(EXTRACTED INFORMATION begins)
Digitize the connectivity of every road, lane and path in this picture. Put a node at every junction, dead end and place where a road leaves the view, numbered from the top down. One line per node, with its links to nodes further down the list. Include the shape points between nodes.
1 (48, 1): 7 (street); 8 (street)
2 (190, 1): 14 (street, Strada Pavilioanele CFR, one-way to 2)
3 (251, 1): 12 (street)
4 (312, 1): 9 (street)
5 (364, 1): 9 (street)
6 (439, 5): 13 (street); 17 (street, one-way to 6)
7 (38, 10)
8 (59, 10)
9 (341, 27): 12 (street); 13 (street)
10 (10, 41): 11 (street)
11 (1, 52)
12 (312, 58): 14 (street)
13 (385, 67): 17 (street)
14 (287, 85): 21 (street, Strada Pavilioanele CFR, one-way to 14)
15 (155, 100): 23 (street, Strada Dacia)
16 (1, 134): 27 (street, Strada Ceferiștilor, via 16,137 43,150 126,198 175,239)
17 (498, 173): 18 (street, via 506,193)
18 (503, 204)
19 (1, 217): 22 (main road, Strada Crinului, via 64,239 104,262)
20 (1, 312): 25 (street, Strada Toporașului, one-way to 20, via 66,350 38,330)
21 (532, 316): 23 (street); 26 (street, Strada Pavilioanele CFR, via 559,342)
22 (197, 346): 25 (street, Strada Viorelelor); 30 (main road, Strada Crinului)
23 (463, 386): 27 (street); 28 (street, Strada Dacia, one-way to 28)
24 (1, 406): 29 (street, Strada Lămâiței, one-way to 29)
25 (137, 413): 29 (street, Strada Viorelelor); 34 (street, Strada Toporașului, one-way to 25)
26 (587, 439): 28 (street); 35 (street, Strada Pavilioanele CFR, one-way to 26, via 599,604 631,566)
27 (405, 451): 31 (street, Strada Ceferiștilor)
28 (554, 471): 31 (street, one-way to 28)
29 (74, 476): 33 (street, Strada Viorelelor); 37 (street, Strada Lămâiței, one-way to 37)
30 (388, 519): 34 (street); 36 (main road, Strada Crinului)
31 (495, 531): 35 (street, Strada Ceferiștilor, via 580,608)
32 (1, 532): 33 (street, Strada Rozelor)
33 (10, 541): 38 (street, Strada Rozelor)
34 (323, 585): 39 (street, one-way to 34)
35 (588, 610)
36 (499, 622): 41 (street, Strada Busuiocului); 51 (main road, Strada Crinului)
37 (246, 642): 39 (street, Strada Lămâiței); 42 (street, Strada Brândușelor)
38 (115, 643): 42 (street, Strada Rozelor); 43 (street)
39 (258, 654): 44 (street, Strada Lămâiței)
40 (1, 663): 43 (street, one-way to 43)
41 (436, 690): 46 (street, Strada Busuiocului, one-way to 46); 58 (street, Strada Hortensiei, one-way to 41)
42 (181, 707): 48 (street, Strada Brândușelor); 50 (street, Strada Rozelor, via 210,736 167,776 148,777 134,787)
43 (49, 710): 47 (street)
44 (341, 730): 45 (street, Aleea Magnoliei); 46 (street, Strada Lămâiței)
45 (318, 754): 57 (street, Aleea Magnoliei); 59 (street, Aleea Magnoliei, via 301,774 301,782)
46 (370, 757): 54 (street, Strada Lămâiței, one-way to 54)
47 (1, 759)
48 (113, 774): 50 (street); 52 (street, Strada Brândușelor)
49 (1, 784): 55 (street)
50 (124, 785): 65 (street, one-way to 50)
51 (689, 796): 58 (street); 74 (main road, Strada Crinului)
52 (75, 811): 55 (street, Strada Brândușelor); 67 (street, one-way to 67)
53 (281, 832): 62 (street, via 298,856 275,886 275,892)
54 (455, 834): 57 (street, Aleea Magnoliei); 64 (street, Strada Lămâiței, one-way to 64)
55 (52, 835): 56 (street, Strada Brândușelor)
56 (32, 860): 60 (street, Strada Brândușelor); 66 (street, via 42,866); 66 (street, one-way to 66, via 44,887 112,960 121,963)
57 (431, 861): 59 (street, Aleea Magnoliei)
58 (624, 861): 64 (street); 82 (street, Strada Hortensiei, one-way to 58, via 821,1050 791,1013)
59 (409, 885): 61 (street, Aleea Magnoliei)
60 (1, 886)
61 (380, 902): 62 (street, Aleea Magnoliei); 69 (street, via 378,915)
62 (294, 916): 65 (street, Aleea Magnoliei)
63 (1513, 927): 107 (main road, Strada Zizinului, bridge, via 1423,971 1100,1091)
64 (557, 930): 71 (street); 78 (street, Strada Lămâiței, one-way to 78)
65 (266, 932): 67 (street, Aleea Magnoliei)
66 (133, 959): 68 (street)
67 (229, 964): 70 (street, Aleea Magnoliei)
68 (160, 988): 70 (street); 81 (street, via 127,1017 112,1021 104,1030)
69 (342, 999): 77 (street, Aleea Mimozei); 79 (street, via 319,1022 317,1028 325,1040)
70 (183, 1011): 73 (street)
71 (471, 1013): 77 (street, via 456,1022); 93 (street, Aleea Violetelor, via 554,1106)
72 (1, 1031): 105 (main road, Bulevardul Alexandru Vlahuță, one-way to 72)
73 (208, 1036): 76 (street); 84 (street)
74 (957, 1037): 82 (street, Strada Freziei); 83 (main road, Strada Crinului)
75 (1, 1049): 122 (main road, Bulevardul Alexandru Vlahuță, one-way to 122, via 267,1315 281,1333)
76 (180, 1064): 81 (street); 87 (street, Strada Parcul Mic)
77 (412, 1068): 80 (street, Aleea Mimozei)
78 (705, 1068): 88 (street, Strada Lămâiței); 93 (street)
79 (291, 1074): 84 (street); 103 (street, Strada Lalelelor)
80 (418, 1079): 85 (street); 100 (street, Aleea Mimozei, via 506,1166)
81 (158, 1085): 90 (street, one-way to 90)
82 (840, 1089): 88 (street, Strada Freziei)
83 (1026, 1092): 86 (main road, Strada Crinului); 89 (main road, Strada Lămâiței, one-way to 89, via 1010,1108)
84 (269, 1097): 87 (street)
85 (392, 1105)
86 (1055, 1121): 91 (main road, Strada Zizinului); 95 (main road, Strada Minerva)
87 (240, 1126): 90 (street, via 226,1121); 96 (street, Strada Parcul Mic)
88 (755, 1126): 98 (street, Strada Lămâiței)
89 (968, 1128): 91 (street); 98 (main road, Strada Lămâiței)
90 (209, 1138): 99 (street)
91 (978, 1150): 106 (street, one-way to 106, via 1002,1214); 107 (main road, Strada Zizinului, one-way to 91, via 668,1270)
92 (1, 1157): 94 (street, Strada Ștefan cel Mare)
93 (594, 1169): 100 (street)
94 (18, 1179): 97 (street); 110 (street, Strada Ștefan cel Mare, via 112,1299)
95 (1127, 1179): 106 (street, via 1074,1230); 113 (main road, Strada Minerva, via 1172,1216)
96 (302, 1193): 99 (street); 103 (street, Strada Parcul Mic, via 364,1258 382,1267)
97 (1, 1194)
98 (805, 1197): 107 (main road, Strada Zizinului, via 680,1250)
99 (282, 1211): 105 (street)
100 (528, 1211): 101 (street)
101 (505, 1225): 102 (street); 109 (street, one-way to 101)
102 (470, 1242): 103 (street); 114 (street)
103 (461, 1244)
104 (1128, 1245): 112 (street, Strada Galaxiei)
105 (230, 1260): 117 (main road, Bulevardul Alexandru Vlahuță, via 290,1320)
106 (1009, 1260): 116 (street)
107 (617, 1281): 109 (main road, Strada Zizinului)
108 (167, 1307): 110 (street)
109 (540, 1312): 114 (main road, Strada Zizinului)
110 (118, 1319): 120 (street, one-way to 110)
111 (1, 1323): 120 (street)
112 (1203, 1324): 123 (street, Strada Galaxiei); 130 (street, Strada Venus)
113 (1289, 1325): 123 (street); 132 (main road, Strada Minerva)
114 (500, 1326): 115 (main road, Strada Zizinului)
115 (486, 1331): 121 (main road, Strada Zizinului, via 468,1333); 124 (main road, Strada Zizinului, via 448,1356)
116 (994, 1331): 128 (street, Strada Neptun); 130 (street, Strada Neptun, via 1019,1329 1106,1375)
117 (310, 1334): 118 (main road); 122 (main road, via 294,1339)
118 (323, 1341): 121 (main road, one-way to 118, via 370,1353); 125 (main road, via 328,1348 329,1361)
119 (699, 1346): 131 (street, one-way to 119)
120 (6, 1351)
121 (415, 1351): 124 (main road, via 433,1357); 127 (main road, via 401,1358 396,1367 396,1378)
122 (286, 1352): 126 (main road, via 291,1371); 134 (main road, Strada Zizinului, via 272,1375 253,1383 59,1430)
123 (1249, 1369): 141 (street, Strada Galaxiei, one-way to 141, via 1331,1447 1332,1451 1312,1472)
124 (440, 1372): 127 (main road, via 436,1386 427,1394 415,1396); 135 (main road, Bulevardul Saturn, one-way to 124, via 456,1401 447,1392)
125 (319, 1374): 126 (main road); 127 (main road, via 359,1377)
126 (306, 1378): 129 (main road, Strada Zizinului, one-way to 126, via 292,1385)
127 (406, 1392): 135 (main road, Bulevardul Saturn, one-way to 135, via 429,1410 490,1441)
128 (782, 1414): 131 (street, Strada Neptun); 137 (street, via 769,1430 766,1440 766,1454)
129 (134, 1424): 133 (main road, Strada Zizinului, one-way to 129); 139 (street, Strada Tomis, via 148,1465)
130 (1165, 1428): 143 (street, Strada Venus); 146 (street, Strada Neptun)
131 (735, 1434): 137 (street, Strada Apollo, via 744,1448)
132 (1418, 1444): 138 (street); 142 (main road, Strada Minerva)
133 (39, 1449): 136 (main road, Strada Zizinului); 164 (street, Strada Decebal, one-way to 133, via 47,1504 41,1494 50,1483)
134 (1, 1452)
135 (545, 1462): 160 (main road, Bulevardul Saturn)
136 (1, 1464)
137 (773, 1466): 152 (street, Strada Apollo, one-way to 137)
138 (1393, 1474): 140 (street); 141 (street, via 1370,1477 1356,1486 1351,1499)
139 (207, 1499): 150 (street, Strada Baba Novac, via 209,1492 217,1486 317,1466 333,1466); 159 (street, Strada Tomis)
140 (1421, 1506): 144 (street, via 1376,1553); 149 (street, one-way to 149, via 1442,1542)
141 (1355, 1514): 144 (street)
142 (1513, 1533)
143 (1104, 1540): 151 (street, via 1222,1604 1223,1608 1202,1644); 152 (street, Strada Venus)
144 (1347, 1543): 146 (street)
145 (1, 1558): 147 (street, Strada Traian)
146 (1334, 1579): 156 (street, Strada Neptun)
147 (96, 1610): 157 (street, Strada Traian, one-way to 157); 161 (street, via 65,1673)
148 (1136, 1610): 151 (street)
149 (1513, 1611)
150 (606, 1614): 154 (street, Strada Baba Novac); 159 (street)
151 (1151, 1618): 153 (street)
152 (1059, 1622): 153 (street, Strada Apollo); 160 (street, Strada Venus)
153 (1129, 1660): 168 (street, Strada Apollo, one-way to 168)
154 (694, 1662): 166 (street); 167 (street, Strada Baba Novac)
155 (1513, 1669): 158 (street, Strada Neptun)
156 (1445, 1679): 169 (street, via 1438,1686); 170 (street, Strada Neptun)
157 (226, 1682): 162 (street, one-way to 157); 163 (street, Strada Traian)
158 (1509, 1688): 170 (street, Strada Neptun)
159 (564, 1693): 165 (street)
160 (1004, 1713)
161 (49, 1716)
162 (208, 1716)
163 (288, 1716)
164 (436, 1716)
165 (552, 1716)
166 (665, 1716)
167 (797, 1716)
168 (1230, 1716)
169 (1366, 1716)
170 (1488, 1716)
(EXTRACTED INFORMATION ends)
=== WHAT IS EXPECTED ===
Please copy each line of the material that has the string "Novac" somewhere in it.

=== EXERCISE RESULT ===
139 (207, 1499): 150 (street, Strada Baba Novac, via 209,1492 217,1486 317,1466 333,1466); 159 (street, Strada Tomis)
150 (606, 1614): 154 (street, Strada Baba Novac); 159 (street)
154 (694, 1662): 166 (street); 167 (street, Strada Baba Novac)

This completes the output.